"I can find no excuse for you in that, Bertha Capracci. It is not admitted that your husband found death at the hands of his associates, but, were it so, it is no more than just. There are papers here proving beyond all doubt that he betrayed his friends."

"I have already said that is untrue," came the answer in a woman's voice.

"There is no doubt," said another man.

"None," said a third.

Three men at least were sitting in judgment upon this woman, and it was evident they were not English.

"Besides, I am not one of you," said the woman.

"In name, no; in reality, yes; since your husband must have let you into many secrets," returned the first speaker. "Your woman's wit has outplayed our spies until recently, but, once discovered, you have been constantly watched. We cannot prove that the failure of some of our plans, costing the lives of good comrades, has been due to your interference, but we suspect it. We found you in constant communication with this English Jew, Jacob Morrison, who is in the pay of the Continental police. He is dead, a warning to others, killed in your house, and busy eyes are now looking for you as his murderess. You have hidden your identity so entirely that all inquiry must speedily be baffled, and so you have played into our hands. Your disappearance will hardly reach to a nine days' wonder, and who will think to look for your body under the flags of this cellar? Death is the sentence of the Society, and forthwith."

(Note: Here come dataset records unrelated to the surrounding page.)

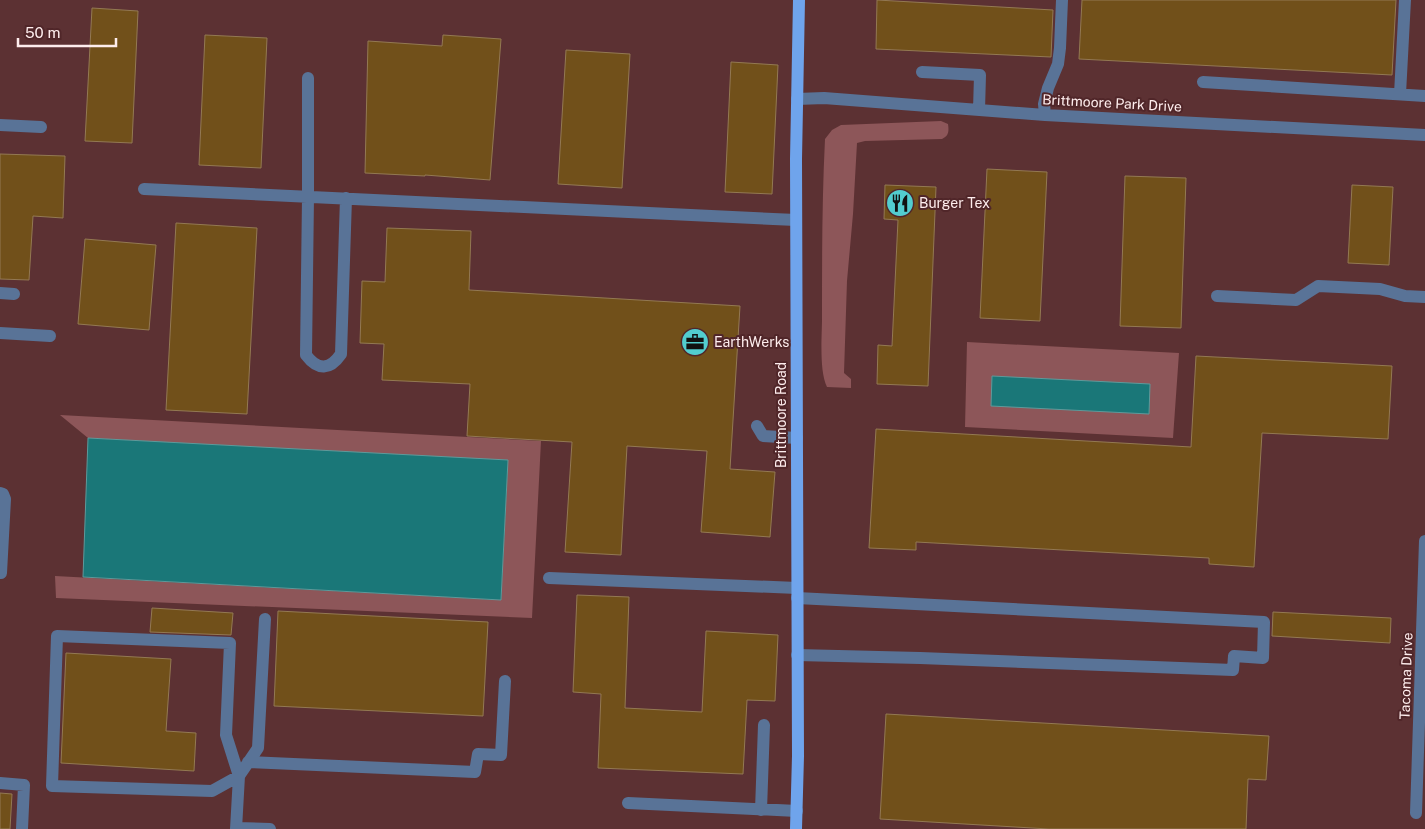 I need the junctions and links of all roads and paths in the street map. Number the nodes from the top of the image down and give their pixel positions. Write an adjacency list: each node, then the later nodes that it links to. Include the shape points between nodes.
1 (799, 0): 9 (main road, Brittmoore Road)
2 (1062, 0): 11 (street, via 1058,64 1048,88)
3 (1405, 0): 7 (street)
4 (922, 72): 10 (street, via 980,75)
5 (308, 78): 16 (street)
6 (1203, 82): 7 (street)
7 (1400, 94): 8 (street)
8 (1425, 96)
9 (797, 98): 10 (street, Brittmoore Park Drive); 18 (main road, Brittmoore Road)
10 (979, 110): 11 (street, Brittmoore Park Drive)
11 (1045, 115): 14 (street, Brittmoore Park Drive)
12 (0, 124): 13 (street)
13 (41, 127)
14 (1425, 135)
15 (144, 189): 16 (street)
16 (308, 197): 17 (street); 17 (street, via 306,355 323,367 332,365 341,354)
17 (346, 198): 18 (street)
18 (796, 220): 26 (main road, Brittmoore Road)
19 (0, 293): 20 (street)
20 (14, 294)
21 (1217, 296): 22 (street, via 1296,300 1318,286 1380,288 1405,296)
22 (1425, 297)
23 (0, 333): 24 (street)
24 (50, 336)
25 (757, 426): 26 (street, via 763,436)
26 (797, 438): 31 (main road, Brittmoore Road)
27 (0, 493): 29 (street, via 5,500)
28 (1425, 541): 42 (street, Tacoma Drive)
29 (1, 573)
30 (549, 578): 31 (street)
31 (797, 593): 33 (main road, Brittmoore Road); 33 (street, via 1264,622 1263,658 1234,656 1233,670)
32 (265, 619): 36 (street, via 258,748)
33 (797, 655): 41 (main road, Brittmoore Road)
34 (505, 680): 36 (street, via 501,755 478,754 475,772)
35 (764, 725): 40 (street)
36 (248, 762): 37 (street)
37 (239, 776): 37 (street, via 226,735 230,643 57,636 52,786 212,791); 43 (street)
38 (0, 783): 44 (street, via 24,785)
39 (628, 803): 40 (street)
40 (762, 810): 41 (street)
41 (797, 812): 46 (main road, Brittmoore Road)
42 (1416, 813)
43 (236, 828): 45 (street)
44 (22, 829)
45 (270, 829)
46 (796, 829)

I waited to hear a cry of terror, but it did not come. Nor was there a movement to suggest that the men had risen at once to the work, or, in spite of the restraining hand the professor laid on my arm, I should have been beating at the door to break it down.

"I offer you one chance of life," the man's voice droned on after a pause. "Confess everything. Give me the names of all those to whom you have given information concerning us, and you shall have your miserable life."

"You have killed the only man who knew anything from me," she answered.